Sixty-Four Free Chemistry Databases Part 5: CrystalEye

Our tour of free chemistry databases and services on the Web take us today to CrystalEye, a service dedicated to the (mostly) automated extraction of crystallographic data from the primary literature. As of 2007, CrystalEye had compiled over 100,000 individual crystal structures.

CrystalEye offers three main ways to view its contents:

Each instance of a crystal structure can be viewed in detail through a summary page like the one for this helical oligoamide. The summary page provides a link directly to the original paper (through DOI) as well as the original CIF file.

Last but not least, every crystal structure can be flipped, swirled, and rotated in beautiful color thanks to the widely-used Jmol applet.

Not being a crystallographer, I can't offer much in the way of analysis of how the data are presented. One thing that did jump out was that with so many crystal structures in one collection, tools to enable the detection of anomalous structural features might be valuable.
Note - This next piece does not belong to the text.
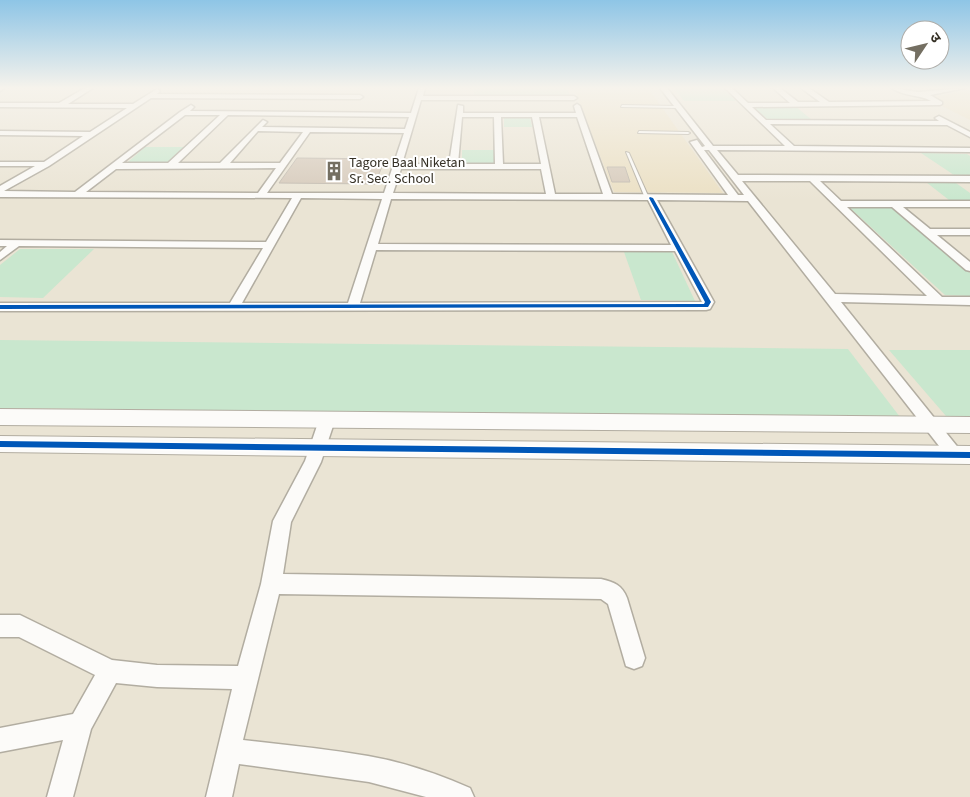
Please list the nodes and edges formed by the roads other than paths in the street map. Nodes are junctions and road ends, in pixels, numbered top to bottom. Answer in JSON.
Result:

The histogram feature almost gets there, but stops short of being interactive. Imagine a display that, when a given bar is clicked, redirects you to a page enumerating the individual structures giving rise to it.

CrystalEye also includes one feature that I'm sure will be making its way into more chemistry Web databases and services: feeds. Interested in watching for organic structures, structures appearing only in J. Am. Chem. Soc., or structures containing an atom of interest? The feeds page has created these options and others.

In summary, if you find yourself needing a large set of crystal structure data to mine through a free Web interface, CrystalEye is your site.

Kudos

  • Clean, uncluttered design that's easy to navigate.
  • Repurposing the primary literature in an interactive Web context.
  • Feeds galore.
  • Focussed treatment of crystallography data.

Ideas for Improvement

  • Interactive histogram. Perhaps a 'nice to have', but potentially very useful.
  • Search by title/abstract contents (e.g., 'peptide'), or alternatively an automatic tagging system.
  • In my hands, structure search (by SMILES) was too slow to use routinely.